Wikispeedia
Download worked project
What is the semantic distance between Batman and the Bible? Wikispeedia is a fun game where you are given (or can choose) apparently unrelated source and a target Wikipedia pages, and you are asked to reach target page by only clicking links you find along the pages you visit. These click paths provide valuable information regarding human behaviour and the semantic connection between different topics, for example search engines might use such information to better understand user queries.

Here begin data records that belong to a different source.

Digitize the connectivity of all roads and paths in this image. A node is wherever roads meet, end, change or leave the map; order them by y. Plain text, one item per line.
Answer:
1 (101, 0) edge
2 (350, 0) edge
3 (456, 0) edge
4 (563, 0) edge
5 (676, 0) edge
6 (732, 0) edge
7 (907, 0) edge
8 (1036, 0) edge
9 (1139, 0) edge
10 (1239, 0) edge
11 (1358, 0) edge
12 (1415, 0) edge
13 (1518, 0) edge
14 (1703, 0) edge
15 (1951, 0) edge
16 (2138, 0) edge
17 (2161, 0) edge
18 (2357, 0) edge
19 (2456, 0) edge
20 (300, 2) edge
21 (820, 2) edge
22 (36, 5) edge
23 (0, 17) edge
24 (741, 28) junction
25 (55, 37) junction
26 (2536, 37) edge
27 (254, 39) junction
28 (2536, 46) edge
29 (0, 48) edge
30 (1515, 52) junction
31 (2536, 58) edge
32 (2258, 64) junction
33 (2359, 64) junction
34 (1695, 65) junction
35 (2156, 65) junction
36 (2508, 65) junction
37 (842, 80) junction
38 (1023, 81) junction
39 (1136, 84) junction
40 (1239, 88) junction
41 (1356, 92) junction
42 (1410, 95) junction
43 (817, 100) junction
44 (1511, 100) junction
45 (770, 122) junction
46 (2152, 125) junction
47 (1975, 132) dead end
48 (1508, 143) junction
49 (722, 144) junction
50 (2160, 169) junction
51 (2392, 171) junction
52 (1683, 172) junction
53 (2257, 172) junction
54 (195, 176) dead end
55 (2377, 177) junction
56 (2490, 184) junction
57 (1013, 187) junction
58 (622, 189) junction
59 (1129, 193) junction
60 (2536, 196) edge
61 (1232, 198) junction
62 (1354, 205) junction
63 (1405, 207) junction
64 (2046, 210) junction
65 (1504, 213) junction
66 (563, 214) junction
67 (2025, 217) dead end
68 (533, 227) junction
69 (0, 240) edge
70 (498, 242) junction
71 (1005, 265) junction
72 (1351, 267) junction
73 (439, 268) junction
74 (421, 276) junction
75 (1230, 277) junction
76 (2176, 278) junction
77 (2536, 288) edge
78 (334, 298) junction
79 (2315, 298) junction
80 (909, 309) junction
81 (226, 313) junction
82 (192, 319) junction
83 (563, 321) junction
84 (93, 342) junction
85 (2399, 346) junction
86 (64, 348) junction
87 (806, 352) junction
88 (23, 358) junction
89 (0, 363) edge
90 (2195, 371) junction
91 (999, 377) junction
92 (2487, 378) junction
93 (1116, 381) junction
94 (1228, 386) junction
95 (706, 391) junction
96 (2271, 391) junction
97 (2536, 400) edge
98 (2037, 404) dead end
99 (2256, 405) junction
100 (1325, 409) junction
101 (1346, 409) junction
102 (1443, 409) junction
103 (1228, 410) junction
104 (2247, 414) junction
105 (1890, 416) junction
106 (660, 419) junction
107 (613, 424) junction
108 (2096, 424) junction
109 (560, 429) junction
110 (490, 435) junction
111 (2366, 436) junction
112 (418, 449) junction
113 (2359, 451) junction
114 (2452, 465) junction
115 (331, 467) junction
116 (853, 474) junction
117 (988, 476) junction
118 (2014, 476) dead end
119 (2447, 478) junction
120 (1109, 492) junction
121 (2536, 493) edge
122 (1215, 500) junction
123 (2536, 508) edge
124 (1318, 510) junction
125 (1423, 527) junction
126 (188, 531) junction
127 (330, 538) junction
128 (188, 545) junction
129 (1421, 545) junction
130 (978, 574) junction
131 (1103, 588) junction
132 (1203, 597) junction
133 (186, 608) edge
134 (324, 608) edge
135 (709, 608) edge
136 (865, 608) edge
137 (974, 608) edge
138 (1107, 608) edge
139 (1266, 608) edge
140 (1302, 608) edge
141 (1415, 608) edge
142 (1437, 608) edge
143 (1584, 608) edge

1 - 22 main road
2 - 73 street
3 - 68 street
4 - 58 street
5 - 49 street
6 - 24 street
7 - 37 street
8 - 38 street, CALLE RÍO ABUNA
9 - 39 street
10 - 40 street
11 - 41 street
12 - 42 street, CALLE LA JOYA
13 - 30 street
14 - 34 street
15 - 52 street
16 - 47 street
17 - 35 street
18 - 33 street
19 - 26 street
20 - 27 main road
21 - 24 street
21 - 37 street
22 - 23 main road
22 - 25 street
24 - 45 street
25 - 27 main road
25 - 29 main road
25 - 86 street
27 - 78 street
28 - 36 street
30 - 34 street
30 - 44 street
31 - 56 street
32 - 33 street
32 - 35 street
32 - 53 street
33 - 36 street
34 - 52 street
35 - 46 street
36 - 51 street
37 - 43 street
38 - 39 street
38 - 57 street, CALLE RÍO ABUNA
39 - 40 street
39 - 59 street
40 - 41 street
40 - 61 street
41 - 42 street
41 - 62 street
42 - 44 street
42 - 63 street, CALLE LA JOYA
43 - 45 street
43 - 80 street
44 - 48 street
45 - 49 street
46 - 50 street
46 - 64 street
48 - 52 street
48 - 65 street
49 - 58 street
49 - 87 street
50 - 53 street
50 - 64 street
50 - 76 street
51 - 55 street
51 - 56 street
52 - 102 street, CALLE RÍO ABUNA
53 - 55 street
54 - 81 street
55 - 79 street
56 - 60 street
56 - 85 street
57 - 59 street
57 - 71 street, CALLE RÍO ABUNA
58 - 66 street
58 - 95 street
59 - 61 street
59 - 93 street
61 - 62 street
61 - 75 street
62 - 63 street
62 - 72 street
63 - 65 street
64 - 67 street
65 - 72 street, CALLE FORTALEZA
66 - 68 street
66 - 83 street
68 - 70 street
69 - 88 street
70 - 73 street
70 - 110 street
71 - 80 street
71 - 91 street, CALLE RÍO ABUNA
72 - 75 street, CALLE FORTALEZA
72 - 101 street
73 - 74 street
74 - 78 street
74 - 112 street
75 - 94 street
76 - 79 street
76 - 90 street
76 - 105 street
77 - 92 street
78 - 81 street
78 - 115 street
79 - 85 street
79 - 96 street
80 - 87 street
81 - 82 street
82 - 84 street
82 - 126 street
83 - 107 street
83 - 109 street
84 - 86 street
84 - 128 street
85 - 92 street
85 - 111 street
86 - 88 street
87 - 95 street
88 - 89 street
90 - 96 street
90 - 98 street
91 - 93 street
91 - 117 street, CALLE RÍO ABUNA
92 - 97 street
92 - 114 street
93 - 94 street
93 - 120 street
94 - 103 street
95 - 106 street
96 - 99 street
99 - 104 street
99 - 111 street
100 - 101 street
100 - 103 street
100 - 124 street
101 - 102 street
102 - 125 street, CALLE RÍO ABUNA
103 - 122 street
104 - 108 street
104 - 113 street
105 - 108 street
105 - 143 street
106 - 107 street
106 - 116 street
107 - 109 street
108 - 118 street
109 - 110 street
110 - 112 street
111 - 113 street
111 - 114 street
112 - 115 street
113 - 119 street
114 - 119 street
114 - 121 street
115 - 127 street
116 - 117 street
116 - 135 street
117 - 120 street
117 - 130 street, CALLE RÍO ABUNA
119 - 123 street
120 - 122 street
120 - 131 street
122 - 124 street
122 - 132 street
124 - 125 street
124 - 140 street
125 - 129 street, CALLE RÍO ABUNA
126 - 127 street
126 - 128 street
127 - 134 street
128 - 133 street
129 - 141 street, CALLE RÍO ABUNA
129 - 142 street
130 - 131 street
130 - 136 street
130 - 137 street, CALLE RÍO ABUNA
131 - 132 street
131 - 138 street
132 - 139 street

You will analyze a dataset of such paths.
Data source: https://snap.stanford.edu/data/wikispeedia.html
- Robert West and Jure Leskovec: Human Wayfinding in Information Networks. 21st International World Wide Web Conference (WWW), 2012. 

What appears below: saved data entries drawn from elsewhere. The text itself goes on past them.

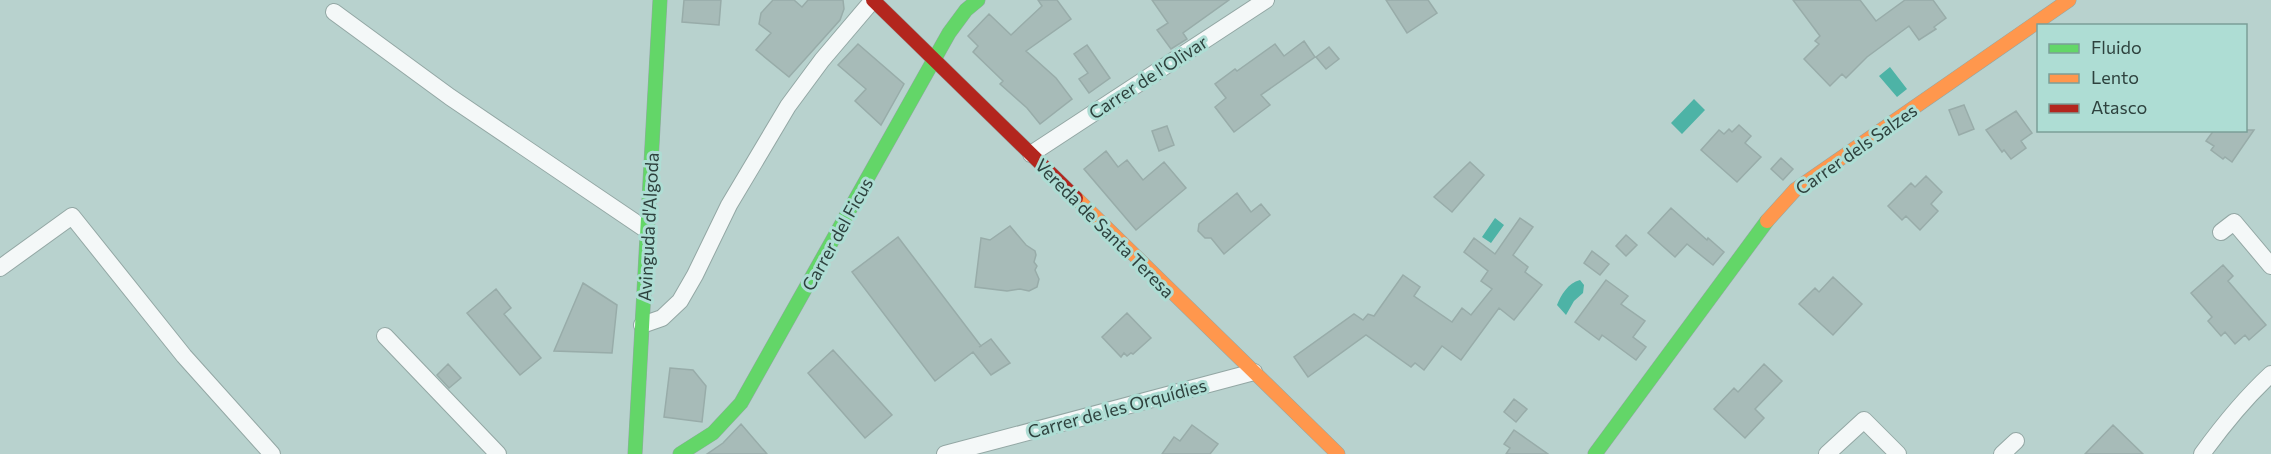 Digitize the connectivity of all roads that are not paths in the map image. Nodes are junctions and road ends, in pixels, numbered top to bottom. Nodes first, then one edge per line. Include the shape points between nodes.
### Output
1 (660, 0) edge
2 (873, 0) edge
3 (978, 0) edge
4 (1266, 0) edge
5 (2069, 0) edge
6 (334, 12) dead end
7 (935, 60) junction
8 (1031, 154) junction
9 (648, 231) junction
10 (2221, 232) dead end
11 (2271, 266) edge
12 (0, 268) edge
13 (642, 325) junction
14 (385, 336) dead end
15 (1254, 372) junction
16 (2271, 374) edge
17 (2016, 441) dead end
18 (272, 454) edge
19 (498, 454) edge
20 (635, 454) edge
21 (680, 454) edge
22 (945, 454) edge
23 (1338, 454) edge
24 (1595, 454) edge
25 (1827, 454) edge
26 (1898, 454) edge
27 (2002, 454) edge
28 (2202, 454) edge

1 - 9 street, Avinguda d'Algoda
2 - 7 street, Vereda de Santa Teresa
2 - 13 street via 788,106 729,205 680,301 662,318
3 - 7 street, Carrer del Ficus via 949,33
4 - 8 street, Carrer de l'Olivar
5 - 24 street, Carrer dels Salzes via 1795,190 1769,218
6 - 9 street via 450,97
7 - 8 street, Vereda de Santa Teresa
7 - 21 street, Carrer del Ficus via 741,404 713,433
8 - 15 street, Vereda de Santa Teresa
9 - 13 street, Avinguda d'Algoda
10 - 11 street via 2234,222
12 - 18 street via 72,216 184,356
13 - 20 street, Avinguda d'Algoda
14 - 19 street
15 - 22 street, Carrer de les Orquídies
15 - 23 street, Vereda de Santa Teresa
16 - 28 street
17 - 27 street
25 - 26 street via 1864,420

- Robert West, Joelle Pineau, and Doina Precup: Wikispeedia: An Online Game for Inferring Semantic Distances between Concepts. 21st International Joint Conference on Artificial Intelligence (IJCAI), 2009. 

REQUIREMENTS: Having read Relational data tutorial , which contains also instructions for installing required libraries.
What to do
- Unzip exercises zip in a folder, you should obtain something like this: 
wikispeedia-prj
    wikispeedia.ipynb
    wikispeedia-sol.ipynb
    paths_finished.tsv
    soft.py
    jupman.py
WARNING: to correctly visualize the notebook, it MUST be in an unzipped folder !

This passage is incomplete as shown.